BY CAROLINE LITTLE
PRESIDENT & CEO, NNA
The sky is always falling and newspapers are always dying.
For more than a decade, that has been a common and constant refrain. While working at washingtonpost.com, the Guardian US, and now, the Newspaper Association of America, I have been asked frequently about the state of the industry as people search for the worst.
Though newspaper media is enjoying the largest audiences ever as well as continuing to play a unique and critical role in our communities, there is one fact that always tends to be obscured or outright ignored – newspapers are still making money and newspapers remain a good investment.
A year ago at this time, John Henry and Jeff Bezos made high-profile acquisitions of The Boston Globe and The Washington Post, respectively, which confirmed that newspapers are viable investment options with the ability to grow. Earlier this month, The Washington Post announced record web traffic for July as well as hiring more than 60 people in the first seven months of the year.
A company hiring 60 people in seven months sounds like a healthy one to me.

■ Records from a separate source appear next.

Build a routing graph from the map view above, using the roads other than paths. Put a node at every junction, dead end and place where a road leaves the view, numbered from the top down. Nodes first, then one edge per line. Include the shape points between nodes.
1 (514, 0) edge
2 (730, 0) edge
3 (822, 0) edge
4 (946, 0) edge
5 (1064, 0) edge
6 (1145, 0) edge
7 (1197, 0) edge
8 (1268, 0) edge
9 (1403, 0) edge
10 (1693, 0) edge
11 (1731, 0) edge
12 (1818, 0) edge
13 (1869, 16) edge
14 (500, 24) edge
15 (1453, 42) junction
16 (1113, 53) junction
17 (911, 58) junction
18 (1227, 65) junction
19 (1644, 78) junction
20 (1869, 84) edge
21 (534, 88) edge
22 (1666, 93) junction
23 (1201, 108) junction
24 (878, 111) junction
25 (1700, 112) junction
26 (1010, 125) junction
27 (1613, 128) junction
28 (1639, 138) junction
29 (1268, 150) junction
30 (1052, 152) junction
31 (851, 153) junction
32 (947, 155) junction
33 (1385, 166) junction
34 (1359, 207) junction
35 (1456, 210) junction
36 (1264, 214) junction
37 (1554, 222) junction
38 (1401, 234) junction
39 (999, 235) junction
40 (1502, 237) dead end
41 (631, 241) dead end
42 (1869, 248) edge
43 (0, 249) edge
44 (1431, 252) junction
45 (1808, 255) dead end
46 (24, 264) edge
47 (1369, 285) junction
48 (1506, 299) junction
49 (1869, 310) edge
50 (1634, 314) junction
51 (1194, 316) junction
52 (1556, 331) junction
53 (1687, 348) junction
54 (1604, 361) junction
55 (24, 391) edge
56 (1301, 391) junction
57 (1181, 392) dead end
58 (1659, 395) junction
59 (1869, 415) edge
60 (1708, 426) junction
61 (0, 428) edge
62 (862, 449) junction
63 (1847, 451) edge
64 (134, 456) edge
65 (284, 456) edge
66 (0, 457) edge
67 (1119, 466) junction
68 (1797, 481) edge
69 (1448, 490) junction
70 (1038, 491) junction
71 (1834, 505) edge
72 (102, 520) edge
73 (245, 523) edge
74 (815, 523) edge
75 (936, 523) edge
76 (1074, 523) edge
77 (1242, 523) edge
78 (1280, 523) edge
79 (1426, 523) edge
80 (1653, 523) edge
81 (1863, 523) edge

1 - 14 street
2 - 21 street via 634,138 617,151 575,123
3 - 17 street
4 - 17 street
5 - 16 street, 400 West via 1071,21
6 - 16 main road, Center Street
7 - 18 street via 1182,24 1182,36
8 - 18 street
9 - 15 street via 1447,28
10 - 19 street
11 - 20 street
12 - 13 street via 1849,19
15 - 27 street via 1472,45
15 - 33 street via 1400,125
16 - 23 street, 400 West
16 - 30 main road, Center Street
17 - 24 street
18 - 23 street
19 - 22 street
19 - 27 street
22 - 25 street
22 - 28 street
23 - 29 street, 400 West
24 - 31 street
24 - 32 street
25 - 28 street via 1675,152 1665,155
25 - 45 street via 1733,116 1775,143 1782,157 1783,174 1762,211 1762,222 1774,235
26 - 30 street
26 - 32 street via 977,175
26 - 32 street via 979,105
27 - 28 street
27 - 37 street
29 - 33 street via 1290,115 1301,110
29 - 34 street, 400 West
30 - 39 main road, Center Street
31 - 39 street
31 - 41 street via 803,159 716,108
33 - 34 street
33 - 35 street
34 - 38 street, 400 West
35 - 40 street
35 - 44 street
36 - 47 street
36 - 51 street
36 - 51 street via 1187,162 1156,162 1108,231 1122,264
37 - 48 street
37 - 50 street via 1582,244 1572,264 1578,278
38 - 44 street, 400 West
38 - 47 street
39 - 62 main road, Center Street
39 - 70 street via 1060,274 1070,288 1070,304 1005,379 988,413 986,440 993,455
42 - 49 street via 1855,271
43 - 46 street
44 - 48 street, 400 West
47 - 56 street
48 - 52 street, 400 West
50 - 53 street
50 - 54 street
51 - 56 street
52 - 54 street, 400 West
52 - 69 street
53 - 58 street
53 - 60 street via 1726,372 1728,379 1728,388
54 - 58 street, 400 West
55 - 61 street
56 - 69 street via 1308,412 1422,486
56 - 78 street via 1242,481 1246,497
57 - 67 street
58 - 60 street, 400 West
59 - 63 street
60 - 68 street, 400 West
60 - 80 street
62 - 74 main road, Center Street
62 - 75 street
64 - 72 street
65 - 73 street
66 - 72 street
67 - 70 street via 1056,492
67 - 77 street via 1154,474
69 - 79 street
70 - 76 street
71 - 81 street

This summer, the newspaper industry has seen a wave of spin-offs, with Tribune and Gannett both forming publishing-only companies. E.W. Scripps and Journal Communications spun their combined publications off into a new company, Journal Media Group. This is an exciting time for the newspaper industry as these companies will now devote their undivided attention to their publications.
However, as with the investments last year, these spin-offs have been spun into more gloom and doom for the industry. It is simply not accurate.
In fact, buried in the depths of one particular article that signaled the death of newspapers is this gem of a sentence: "Newspapers continue to generate cash and solid earnings."